Fig. 8 is a diagram showing an example of a luminance change of an arbitrary portion on an image in the embodiment.

Fig. 9 is a diagram for explaining the relationship between the distortion correction of the image and the detection sensitivity in the case where the region in which the detection sensitivity is changed is divided into 3 or more as a modification of the embodiment.

Fig. 10 is a diagram showing an example of a luminance change of an arbitrary portion on an image in the above-described modification.

Fig. 11 is a flowchart showing the flow of the overall processing in the user detection system according to embodiment 2.

Fig. 12 is a diagram for explaining the relationship between the brightness of an image and the detection sensitivity of each region in this embodiment.

Fig. 13 is a diagram for explaining the relationship between the brightness of an image and the detection sensitivity of each region in the case where the region in which the detection sensitivity is changed is divided into 3 or more as a modification of this embodiment.

Detailed Description

Hereinafter, embodiments will be described with reference to the drawings.

The disclosure is merely an example, and the invention is not limited to the contents described in the following embodiments. Variations that can be readily envisioned by one skilled in the art are, of course, within the scope of this disclosure. In the drawings, the dimensions, shapes, and the like of the respective portions are schematically shown in some cases by being modified from those of the actual embodiment in order to make the description more clear. In the drawings, corresponding elements are denoted by the same reference numerals, and detailed description thereof may be omitted.

(embodiment 1)

Fig. 1 is a diagram showing a configuration of an elevator user detection system according to embodiment 1. In addition, although 1 car is described as an example, a plurality of cars may be configured similarly.

A camera 12 is provided at an upper portion of an entrance of the car 11. Specifically, the camera 12 is provided in a door lintel plate 11a covering an upper portion of the doorway of the car 11 so that a lens portion thereof faces directly downward. The camera 12 has an ultra-wide-angle lens such as a fisheye lens, for example, and photographs a subject included in the car 11 over a wide range at a field angle of 180 degrees or more. The camera 12 is capable of taking images of several frames (e.g., 30 frames/second) continuously in 1 second.

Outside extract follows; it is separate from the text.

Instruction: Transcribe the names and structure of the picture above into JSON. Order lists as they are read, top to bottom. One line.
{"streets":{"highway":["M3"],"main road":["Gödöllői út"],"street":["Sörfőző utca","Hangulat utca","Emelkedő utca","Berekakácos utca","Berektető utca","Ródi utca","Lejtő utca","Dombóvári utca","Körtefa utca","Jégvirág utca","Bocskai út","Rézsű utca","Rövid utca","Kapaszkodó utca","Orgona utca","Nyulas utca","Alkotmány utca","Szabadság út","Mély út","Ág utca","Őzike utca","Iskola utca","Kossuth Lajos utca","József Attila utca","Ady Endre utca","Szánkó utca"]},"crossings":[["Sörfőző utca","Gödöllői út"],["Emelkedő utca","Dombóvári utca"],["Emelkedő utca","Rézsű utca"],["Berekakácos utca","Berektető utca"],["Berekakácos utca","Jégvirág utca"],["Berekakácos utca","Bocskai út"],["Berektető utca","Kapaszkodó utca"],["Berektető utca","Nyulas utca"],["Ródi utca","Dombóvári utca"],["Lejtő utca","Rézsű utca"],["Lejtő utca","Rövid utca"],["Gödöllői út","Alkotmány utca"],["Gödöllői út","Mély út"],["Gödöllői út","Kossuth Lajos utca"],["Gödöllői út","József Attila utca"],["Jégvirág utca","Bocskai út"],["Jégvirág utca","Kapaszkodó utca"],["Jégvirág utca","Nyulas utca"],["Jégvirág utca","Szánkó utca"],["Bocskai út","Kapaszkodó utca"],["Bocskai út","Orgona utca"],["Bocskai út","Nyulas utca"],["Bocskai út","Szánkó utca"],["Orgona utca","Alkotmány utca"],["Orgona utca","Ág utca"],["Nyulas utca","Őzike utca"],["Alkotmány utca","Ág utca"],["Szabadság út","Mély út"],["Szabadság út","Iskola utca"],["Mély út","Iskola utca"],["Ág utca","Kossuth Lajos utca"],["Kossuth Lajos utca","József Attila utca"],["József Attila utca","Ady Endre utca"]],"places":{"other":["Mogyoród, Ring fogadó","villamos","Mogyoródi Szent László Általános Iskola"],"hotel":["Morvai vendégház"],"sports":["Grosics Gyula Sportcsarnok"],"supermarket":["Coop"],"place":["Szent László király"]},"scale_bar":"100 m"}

The installation place of the camera 12 may be not above the doorway of the car 11 as long as it is near the car door 13. For example, the place may be a place where the entire car room including the entire area of the floor surface in the car 11 and the hall 15 near the doorway when the door is opened can be photographed, such as a ceiling surface near the doorway of the car 11.

In the hall 15 at each floor, a hall door 14 is openably and closably provided at an arrival entrance of the car 11. When the car 11 arrives, the hoistway door 14 engages with the car door 13 and performs an opening and closing operation. The power source (door motor) is located on the car 11 side, and the hoistway doors 14 are opened and closed only following the car doors 13. In the following description, it is assumed that the hoistway doors 14 are also opened when the car doors 13 are opened, and the hoistway doors 14 are also closed when the car doors 13 are closed.

The image processing device 20 analyzes each image (video) continuously captured by the camera 12 in real time. Note that, although the image processing device 20 is shown in fig. 1 as being taken out of the car 11 for convenience, the image processing device 20 is actually housed in the lintel plate 11a together with the camera 12.

The image processing apparatus 20 includes a storage unit 21 and a detection unit 22. The storage section 21 sequentially holds images captured by the camera 12, and has a buffer area for temporarily holding data necessary for the processing by the detection section 22. The storage unit 21 may store an image subjected to a process such as distortion correction, enlargement and reduction, and partial cropping as a pre-process for the captured image.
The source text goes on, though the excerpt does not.